Clustering analysis enables “variant detection”. It allows us to uncover behaviorally similar malware that should belong to the same family even though identified as distinct and sometimes even assigned to different malware categories by commercial anti-malware programs. This facilitates malware analysis experts to better sample malware variants of the same/different malware families when carrying an in-depth manual analysis process [16].
-
3.
Clustering allow us to identify the emergence of new malware families by examining the formation of new clusters and/or sub-clusters. In fact, clustering is recommended as an adaptive technique to look for unknown patterns potentially corresponding to new types of attacks [15, 17].
In our study, we first transform API call sequences into symbolic strings to allow us to detect similar patterns. Then, we calculate all-against-all pairwise similarities (and hence distances) of malware samples in our dataset in order to construct the distance matrix and subsequently perform a hierarchical clustering using the Weighted Pair Group Method with Arithmetic Mean (WPGMA) algorithm.
The new contributions of this paper are as follows.
-
1.
We have investigated three different similarity/distance functions, namely Optimal Matching (OM), Longest Common Subsequence (LCS) (as in [14]), and Longest Common Prefix (LCP) and compare the results in terms of clustering quality (silhouette coefficient) and time complexity.
-
2.
It turns out that LCP offers the best results with the best clustering quality and the lowest time complexity (linear-time). To our best knowledge, we are the first to apply the LCP function in API sequence-based malware analysis and demonstrate its usefulness. The results suggest that prefix (i.e., initial API subsequence) could be used as a quick but reliable indicator for overall similar behaviors in malware.
This paper is a summary version of the master’s thesis [18] by the first author.
2 Related Work
Supervised learning (classification) and unsupervised learning (clustering) are the two main approaches used in data mining-based malware analysis. The works [7,8,9,10] are some examples of malware classification. Some examples of malware clustering are described below.
Bayer et al. [11] provided a scalable approach for malware clustering. They investigated malware applications that share similar behavioral traits through three phase model, namely, dynamic analysis phase, identification of behavioral signatures based on system calls phase, and the clustering phase. To suggest a feasible solution to the proximity search of nearest neighbor, the clustering algorithm they used in their study is based on locality sensitive hashing. Their experiment effectively and efficiently clustered samples sharing similar behavioral patterns.
Kim et al. [12] calculated the similarity between android malware applications by utilizing Androguard to construct control flow graphs. Similar behaviors were compared by reviewing the structural information collected from the flow graphs to match target applications. Moreover, clustering sub-families of each family and identifying representative malware samples help reduce the number of similarity calculation. The clustering algorithm used was DBSCAN.

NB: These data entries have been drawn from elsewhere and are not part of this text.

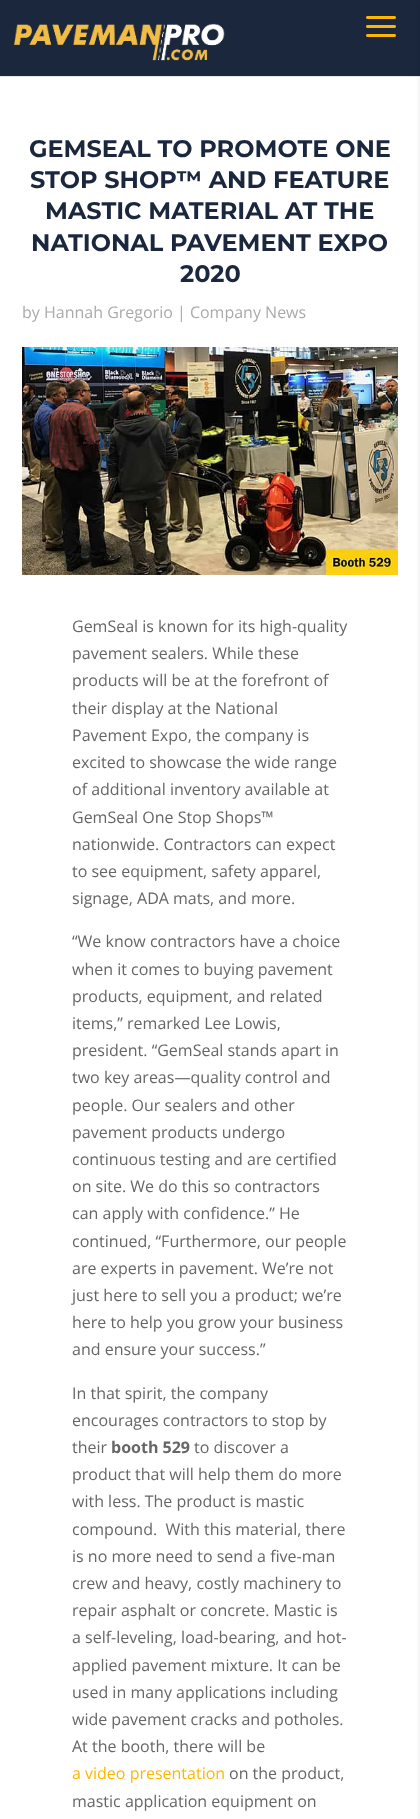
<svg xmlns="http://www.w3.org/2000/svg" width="420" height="1819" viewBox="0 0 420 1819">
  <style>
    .t1 { font: bold 24px Montserrat; fill: #1b273d; }
    .t2 { font: 16px Open Sans; fill: #aaa; }
    .t3 { font: 16px Open Sans; fill: #666; }
    .t4 { font: bold 16px Open Sans; fill: #666; }
    .t5 { font: 16px Open Sans; fill: #ffb600; }
  </style>
  <rect width="100%" height="100%" fill="#fff"/>
  <rect x="0" y="76" width="420" height="1" fill="#e6e6e6"/>
  <rect x="0" y="0" width="420" height="76" fill="#1b273d"/>
  <image x="14" y="23" width="211" height="38" href="images/1.png"/>
  <image x="366" y="16" width="30" height="21" href="images/2.png"/>
  <rect x="420" y="2" width="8" height="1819" fill="#0000001a" filter="blur(2.5px)"/>
  <text x="29" y="157" class="t1">GEMSEAL TO PROMOTE ONE</text>
  <text x="30" y="188" class="t1">STOP SHOP™ AND FEATURE</text>
  <text x="45" y="219" class="t1">MASTIC MATERIAL AT THE</text>
  <text x="31" y="251" class="t1">NATIONAL PAVEMENT EXPO</text>
  <text x="180" y="282" class="t1">2020</text>
  <text x="22" y="318" class="t2">by Hannah Gregorio | Company News</text>
  <image x="22" y="347" width="376" height="228" href="images/3.png"/>
  <text x="72" y="632" class="t3">GemSeal is known for its high-quality</text>
  <text x="72" y="659" class="t3">pavement sealers. While these</text>
  <text x="72" y="686" class="t3">products will be at the forefront of</text>
  <text x="72" y="714" class="t3">their display at the National</text>
  <text x="72" y="741" class="t3">Pavement Expo, the company is</text>
  <text x="72" y="768" class="t3">excited to showcase the wide range</text>
  <text x="72" y="795" class="t3">of additional inventory available at</text>
  <text x="72" y="823" class="t3">GemSeal One Stop Shops™</text>
  <text x="72" y="850" class="t3">nationwide. Contractors can expect</text>
  <text x="72" y="877" class="t3">to see equipment, safety apparel,</text>
  <text x="72" y="904" class="t3">signage, ADA mats, and more.</text>
  <text x="72" y="947" class="t3">“We know contractors have a choice</text>
  <text x="72" y="975" class="t3">when it comes to buying pavement</text>
  <text x="72" y="1002" class="t3">products, equipment, and related</text>
  <text x="72" y="1029" class="t3">items,” remarked Lee Lowis,</text>
  <text x="72" y="1056" class="t3">president. “GemSeal stands apart in</text>
  <text x="72" y="1083" class="t3">two key areas—quality control and</text>
  <text x="72" y="1111" class="t3">people. Our sealers and other</text>
  <text x="72" y="1138" class="t3">pavement products undergo</text>
  <text x="72" y="1165" class="t3">continuous testing and are certified</text>
  <text x="72" y="1192" class="t3">on site. We do this so contractors</text>
  <text x="72" y="1219" class="t3">can apply with confidence.” He</text>
  <text x="72" y="1247" class="t3">continued, “Furthermore, our people</text>
  <text x="72" y="1274" class="t3">are experts in pavement. We’re not</text>
  <text x="72" y="1301" class="t3">just here to sell you a product; we’re</text>
  <text x="72" y="1328" class="t3">here to help you grow your business</text>
  <text x="72" y="1355" class="t3">and ensure your success.”</text>
  <text x="72" y="1399" class="t3">In that spirit, the company</text>
  <text x="72" y="1426" class="t3">encourages contractors to stop by</text>
  <text x="72" y="1453" class="t3">their</text>
  <text x="111" y="1453" class="t4">booth 529</text>
  <text x="194" y="1453" class="t3">to discover a</text>
  <text x="72" y="1480" class="t3">product that will help them do more</text>
  <text x="72" y="1507" class="t3">with less. The product is mastic</text>
  <text x="72" y="1535" class="t3" xml:space="preserve">compound.  With this material, there</text>
  <text x="72" y="1562" class="t3">is no more need to send a five-man</text>
  <text x="72" y="1589" class="t3">crew and heavy, costly machinery to</text>
  <text x="72" y="1616" class="t3">repair asphalt or concrete. Mastic is</text>
  <text x="72" y="1643" class="t3">a self-leveling, load-bearing, and hot-</text>
  <text x="72" y="1671" class="t3">applied pavement mixture. It can be</text>
  <text x="72" y="1698" class="t3">used in many applications including</text>
  <text x="72" y="1725" class="t3">wide pavement cracks and potholes.</text>
  <text x="72" y="1752" class="t3">At the booth, there will be</text>
  <text x="72" y="1779" class="t5">a video presentation</text>
  <text x="229" y="1779" class="t3">on the product,</text>
  <text x="72" y="1807" class="t3">mastic application equipment on</text>
</svg>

Qiao et al. [13] clustered API sequences based on frequent pattern mining algorithms. The analysis framework consists of three steps, API call abstraction, frequent itemset mining, and analysis. For API call abstraction, dynamic analysis tools, namely, CWSandbox and Cuckoo Sandbox were used to extract behavioral reports of malware binaries. API pattern mining for frequent itemsets was identified using Apriori Program. Nevertheless, frequent API calls are used as an input to calculate the similarity between different malware binaries. The output served as an input for computing signature sequences. Instead of API calls, strings of opcodes representing malware behaviors are clustered using a suffix tree in the recent work by Oprişa et al. [19].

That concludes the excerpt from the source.